(Saved data entries)
··········

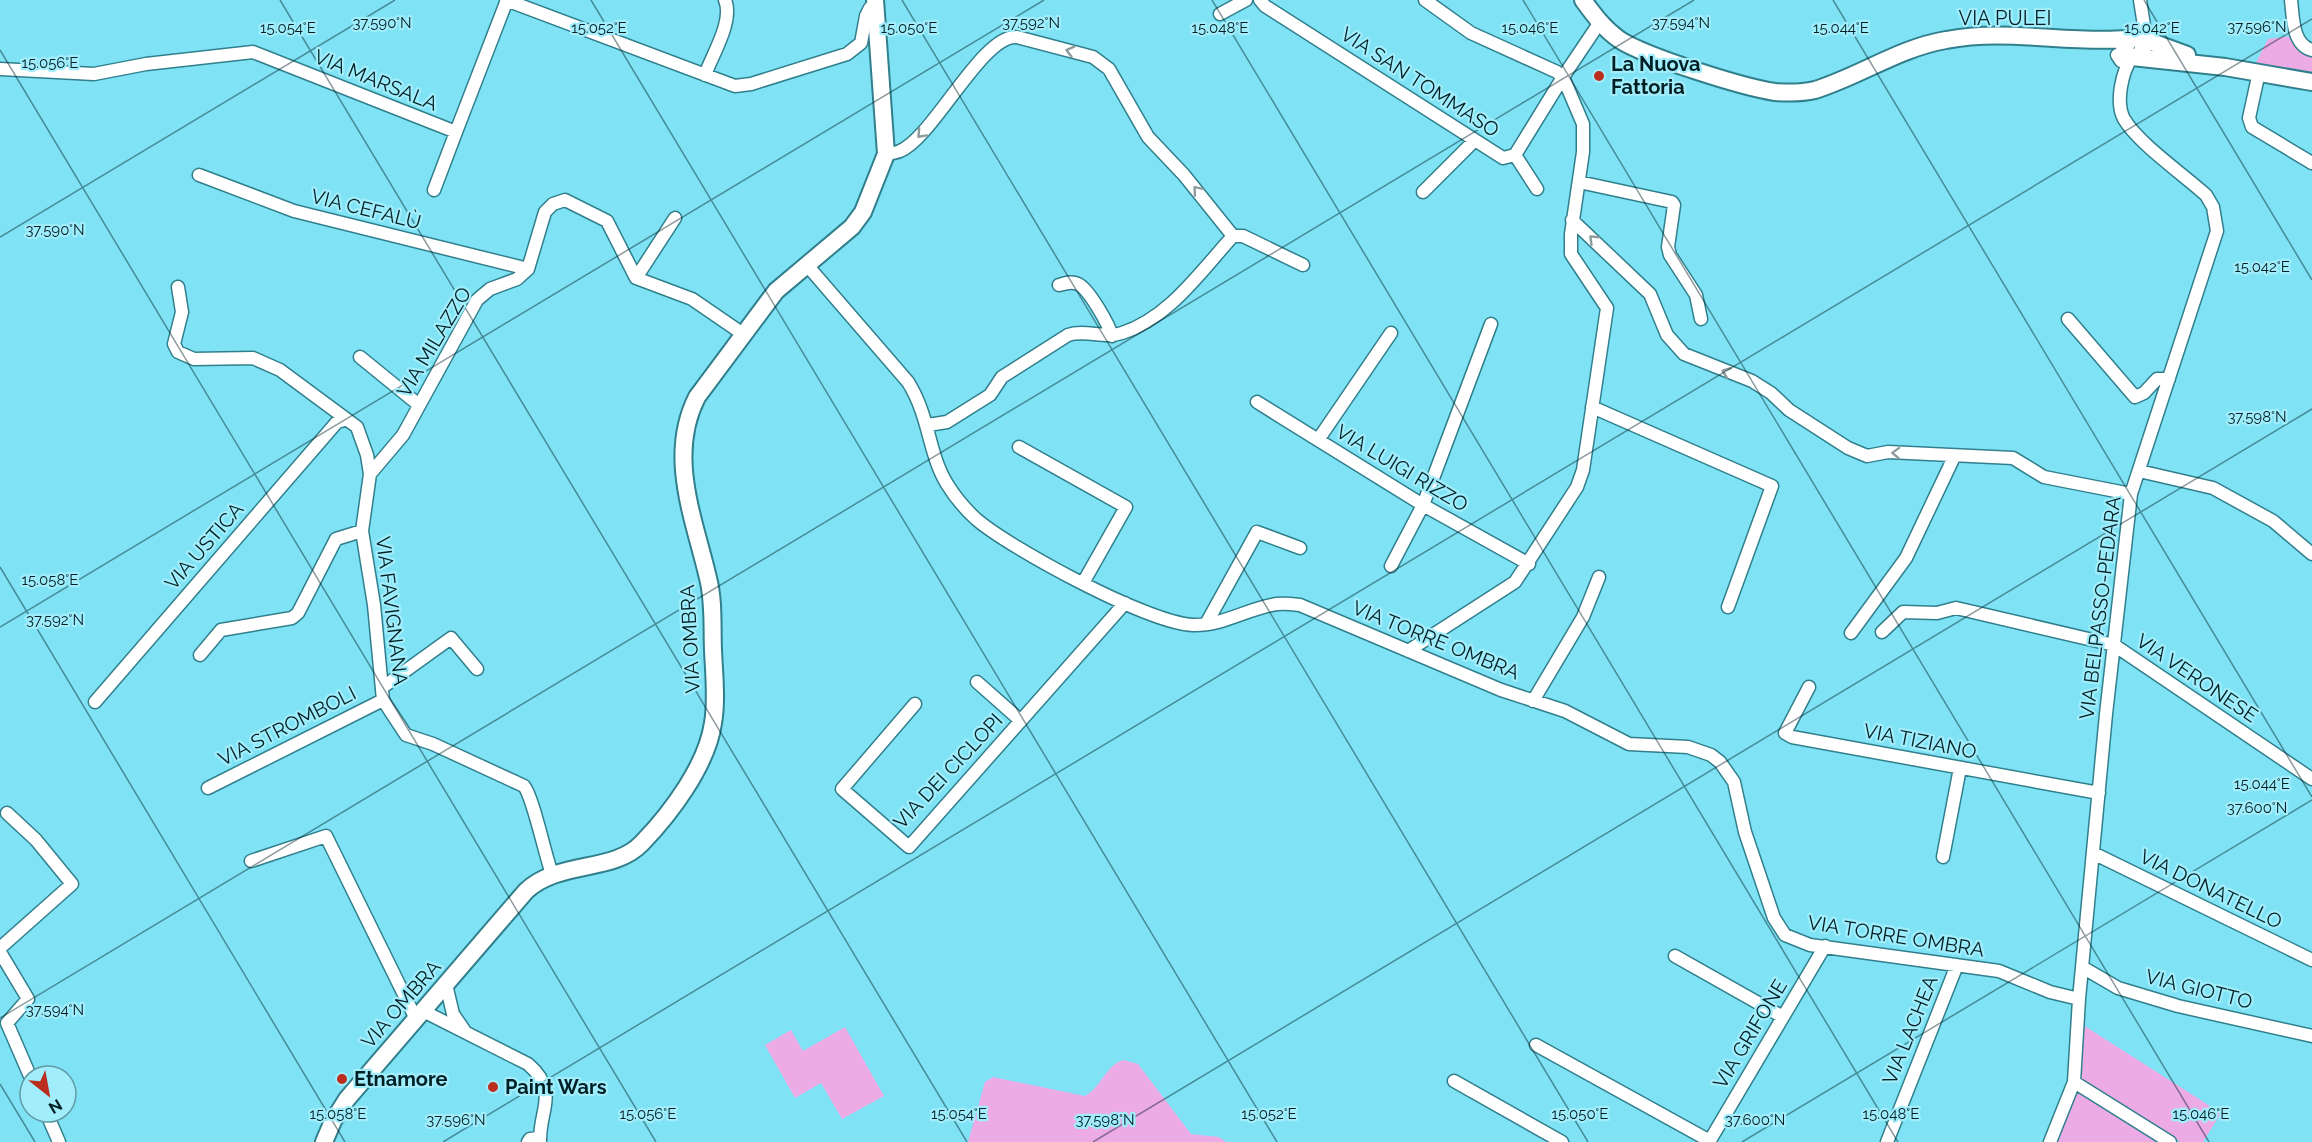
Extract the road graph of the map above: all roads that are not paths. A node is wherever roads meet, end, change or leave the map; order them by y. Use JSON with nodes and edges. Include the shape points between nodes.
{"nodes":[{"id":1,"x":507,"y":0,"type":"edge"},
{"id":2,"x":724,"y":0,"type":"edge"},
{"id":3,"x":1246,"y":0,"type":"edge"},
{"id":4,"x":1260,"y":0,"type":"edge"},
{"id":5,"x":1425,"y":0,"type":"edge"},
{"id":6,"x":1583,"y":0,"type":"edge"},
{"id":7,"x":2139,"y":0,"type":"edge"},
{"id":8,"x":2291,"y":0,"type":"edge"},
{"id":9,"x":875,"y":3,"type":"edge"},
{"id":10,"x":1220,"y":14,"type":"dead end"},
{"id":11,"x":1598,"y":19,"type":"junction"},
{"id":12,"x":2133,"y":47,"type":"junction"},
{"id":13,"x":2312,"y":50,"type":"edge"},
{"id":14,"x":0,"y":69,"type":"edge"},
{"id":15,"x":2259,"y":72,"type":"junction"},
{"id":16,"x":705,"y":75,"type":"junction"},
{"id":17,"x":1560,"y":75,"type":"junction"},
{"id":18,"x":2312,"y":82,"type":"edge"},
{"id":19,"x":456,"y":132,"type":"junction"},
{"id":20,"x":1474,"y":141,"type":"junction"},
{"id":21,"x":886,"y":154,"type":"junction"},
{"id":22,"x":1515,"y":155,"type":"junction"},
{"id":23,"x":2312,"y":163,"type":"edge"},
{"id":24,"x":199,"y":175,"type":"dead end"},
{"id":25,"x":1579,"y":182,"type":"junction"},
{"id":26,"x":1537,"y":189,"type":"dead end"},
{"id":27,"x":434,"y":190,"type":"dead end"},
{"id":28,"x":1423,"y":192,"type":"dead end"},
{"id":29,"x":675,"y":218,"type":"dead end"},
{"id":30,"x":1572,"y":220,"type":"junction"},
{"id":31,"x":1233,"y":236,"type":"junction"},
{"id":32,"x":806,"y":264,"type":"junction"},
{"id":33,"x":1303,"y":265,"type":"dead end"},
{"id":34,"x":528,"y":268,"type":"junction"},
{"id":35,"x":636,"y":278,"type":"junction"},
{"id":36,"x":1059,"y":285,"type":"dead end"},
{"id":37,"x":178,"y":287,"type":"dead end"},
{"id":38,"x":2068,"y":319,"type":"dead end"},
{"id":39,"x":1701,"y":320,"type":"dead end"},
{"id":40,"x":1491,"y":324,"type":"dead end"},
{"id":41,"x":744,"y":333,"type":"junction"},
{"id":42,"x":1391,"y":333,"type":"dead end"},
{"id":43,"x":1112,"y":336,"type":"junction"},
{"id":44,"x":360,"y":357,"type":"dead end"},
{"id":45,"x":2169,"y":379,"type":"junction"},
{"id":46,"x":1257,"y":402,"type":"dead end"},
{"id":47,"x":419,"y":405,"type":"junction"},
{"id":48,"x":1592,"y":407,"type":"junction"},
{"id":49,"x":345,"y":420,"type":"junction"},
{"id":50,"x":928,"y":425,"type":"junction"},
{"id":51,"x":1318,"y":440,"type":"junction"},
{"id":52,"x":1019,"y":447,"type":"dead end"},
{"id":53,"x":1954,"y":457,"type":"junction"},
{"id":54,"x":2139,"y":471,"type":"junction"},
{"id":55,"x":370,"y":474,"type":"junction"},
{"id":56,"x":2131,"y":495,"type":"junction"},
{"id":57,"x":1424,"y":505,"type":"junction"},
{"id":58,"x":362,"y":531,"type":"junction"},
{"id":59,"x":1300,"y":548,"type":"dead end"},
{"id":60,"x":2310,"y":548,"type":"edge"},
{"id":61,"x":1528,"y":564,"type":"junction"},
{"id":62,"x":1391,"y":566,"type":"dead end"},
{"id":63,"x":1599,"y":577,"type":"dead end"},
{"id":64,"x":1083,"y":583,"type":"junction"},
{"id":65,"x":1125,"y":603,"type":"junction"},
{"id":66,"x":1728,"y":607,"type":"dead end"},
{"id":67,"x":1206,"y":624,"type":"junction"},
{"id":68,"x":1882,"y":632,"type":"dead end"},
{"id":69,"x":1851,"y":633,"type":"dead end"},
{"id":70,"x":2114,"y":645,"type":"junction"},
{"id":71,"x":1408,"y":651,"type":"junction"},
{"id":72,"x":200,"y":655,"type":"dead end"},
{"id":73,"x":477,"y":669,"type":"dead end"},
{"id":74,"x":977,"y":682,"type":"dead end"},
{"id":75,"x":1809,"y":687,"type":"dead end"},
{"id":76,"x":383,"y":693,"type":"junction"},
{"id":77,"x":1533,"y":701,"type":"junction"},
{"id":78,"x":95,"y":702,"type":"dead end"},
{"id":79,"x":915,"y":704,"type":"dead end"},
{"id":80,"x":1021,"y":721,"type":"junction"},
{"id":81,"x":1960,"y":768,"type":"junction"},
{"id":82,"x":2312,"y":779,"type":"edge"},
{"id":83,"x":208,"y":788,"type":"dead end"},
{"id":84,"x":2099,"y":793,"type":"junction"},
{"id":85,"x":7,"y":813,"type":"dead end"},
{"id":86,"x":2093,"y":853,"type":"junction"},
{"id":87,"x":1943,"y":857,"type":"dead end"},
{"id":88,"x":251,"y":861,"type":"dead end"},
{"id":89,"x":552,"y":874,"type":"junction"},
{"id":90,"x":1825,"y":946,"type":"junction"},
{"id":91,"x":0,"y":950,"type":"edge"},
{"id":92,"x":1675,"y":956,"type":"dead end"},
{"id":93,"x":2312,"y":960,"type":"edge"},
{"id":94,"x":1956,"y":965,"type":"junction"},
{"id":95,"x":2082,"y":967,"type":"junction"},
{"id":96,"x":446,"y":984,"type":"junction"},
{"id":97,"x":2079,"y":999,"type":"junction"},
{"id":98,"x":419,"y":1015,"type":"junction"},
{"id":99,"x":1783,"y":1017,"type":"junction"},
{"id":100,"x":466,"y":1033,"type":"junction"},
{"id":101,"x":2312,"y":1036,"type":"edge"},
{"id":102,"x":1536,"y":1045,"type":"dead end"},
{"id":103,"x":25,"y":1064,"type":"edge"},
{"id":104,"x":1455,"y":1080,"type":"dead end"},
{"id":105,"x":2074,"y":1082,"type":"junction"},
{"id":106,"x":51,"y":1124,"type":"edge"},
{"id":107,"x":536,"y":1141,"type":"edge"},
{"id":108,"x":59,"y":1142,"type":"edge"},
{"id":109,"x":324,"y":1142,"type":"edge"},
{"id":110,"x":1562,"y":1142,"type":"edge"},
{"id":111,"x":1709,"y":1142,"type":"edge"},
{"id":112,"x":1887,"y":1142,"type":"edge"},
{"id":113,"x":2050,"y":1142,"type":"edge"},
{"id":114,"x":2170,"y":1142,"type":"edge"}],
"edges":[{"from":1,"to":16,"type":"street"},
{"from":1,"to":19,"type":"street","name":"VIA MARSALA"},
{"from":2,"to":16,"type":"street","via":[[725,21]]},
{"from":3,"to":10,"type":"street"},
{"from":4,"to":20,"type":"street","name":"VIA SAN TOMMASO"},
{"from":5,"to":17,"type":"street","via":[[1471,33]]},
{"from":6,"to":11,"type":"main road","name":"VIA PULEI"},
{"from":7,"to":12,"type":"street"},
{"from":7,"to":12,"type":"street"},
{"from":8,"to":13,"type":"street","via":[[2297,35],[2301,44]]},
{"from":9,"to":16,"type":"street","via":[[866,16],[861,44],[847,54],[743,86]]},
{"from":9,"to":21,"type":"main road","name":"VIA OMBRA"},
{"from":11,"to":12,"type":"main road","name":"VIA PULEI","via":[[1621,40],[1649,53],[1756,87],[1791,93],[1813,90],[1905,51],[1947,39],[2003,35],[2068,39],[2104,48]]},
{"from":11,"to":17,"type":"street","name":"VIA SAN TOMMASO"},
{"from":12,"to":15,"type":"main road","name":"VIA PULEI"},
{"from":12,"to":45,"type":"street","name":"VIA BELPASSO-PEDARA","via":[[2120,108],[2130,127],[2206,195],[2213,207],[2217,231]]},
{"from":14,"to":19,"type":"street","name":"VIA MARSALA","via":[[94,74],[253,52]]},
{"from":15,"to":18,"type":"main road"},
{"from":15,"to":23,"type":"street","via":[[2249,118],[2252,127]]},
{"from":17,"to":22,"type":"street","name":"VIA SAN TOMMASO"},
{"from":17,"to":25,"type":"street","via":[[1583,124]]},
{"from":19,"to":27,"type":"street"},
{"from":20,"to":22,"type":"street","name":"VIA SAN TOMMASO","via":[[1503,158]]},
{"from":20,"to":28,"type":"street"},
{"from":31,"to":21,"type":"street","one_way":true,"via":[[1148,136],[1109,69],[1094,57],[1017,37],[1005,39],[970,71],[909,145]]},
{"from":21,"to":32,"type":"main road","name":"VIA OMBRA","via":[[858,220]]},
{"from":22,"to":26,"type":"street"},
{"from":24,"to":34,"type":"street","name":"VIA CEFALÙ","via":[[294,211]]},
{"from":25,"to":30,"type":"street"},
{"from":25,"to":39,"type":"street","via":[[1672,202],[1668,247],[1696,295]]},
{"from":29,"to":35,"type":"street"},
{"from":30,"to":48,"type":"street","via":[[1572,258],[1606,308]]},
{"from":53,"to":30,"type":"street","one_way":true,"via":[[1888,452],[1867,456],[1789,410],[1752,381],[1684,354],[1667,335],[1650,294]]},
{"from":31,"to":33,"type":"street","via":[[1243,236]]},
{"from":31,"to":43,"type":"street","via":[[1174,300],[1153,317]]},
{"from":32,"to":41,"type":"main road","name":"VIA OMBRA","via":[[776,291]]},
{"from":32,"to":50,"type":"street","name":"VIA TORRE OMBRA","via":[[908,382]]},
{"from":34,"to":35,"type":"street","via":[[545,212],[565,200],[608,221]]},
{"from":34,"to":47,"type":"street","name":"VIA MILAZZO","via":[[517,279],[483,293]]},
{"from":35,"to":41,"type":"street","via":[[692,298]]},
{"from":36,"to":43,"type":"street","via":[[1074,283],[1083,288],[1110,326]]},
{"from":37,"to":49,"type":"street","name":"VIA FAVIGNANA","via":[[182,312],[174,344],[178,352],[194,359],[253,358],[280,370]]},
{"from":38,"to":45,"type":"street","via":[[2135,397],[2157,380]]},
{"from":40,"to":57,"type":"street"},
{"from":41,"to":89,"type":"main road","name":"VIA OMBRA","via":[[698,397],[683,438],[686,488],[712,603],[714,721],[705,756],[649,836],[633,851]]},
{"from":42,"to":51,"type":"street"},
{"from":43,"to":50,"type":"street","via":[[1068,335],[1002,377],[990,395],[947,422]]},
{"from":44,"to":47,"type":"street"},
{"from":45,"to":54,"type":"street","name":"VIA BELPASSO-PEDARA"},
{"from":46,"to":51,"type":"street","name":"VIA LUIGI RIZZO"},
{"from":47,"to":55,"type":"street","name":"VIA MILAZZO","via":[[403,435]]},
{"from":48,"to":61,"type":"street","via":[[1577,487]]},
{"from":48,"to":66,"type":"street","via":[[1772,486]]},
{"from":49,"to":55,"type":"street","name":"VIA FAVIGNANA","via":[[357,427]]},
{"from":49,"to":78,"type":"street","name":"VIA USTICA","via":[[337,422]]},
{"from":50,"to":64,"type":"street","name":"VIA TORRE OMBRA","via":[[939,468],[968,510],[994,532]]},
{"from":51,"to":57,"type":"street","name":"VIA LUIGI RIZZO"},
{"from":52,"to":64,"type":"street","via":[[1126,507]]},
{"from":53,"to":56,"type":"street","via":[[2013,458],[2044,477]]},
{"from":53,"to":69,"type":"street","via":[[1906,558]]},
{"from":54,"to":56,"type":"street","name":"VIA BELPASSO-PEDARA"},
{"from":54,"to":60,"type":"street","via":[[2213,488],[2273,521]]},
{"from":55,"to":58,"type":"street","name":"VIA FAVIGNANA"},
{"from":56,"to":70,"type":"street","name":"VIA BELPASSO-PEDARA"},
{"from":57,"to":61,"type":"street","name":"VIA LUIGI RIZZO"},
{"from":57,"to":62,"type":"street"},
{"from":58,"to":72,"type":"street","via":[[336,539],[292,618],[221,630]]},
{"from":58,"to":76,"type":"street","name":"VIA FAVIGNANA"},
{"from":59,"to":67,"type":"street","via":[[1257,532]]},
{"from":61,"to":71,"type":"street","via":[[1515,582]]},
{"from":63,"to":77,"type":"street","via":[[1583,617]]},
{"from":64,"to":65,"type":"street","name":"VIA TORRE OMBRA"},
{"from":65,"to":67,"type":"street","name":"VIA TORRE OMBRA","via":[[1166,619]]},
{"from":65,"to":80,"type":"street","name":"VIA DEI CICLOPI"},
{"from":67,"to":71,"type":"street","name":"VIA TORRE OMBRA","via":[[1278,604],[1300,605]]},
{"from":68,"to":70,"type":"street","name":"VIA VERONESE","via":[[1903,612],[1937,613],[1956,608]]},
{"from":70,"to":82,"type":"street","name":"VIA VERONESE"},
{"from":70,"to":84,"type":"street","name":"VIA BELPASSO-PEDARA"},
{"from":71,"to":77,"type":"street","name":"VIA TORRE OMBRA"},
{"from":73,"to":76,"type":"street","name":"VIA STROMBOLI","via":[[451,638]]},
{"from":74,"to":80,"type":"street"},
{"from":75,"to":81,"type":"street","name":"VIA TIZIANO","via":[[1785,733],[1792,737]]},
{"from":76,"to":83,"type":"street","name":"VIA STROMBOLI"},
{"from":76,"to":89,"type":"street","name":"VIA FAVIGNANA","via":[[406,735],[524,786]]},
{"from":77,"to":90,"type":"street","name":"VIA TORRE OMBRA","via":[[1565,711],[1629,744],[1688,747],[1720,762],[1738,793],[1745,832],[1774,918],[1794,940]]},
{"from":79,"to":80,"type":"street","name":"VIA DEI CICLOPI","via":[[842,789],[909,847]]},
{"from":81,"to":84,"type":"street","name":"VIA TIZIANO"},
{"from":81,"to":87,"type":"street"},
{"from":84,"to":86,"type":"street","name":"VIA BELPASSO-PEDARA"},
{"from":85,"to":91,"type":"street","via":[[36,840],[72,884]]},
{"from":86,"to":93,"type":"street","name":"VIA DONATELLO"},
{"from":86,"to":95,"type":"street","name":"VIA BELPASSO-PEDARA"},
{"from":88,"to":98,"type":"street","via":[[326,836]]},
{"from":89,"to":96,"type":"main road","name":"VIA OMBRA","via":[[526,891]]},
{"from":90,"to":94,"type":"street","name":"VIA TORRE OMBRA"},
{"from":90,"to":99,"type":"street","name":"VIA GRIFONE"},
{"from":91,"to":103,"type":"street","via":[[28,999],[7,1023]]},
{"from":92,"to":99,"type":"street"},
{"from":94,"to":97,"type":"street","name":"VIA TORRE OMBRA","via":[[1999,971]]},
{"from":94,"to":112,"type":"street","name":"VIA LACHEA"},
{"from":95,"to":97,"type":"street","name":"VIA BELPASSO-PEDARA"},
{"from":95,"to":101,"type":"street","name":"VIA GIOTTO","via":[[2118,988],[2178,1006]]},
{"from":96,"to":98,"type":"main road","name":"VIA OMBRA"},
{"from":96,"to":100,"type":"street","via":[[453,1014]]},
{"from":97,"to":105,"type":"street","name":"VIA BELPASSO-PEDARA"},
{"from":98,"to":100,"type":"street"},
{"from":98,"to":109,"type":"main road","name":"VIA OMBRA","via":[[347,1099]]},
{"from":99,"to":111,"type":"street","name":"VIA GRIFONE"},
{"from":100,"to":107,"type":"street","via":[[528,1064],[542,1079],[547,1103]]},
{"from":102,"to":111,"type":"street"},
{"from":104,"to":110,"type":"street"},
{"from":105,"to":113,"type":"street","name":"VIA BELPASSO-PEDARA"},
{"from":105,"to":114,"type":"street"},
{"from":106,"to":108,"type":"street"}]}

··········

> _THE PROBLEM_
Please copy every line of the data that carries the string "GRIFONE".

> _RESPONSE AREA_
{"from":90,"to":99,"type":"street","name":"VIA GRIFONE"},
{"from":99,"to":111,"type":"street","name":"VIA GRIFONE"},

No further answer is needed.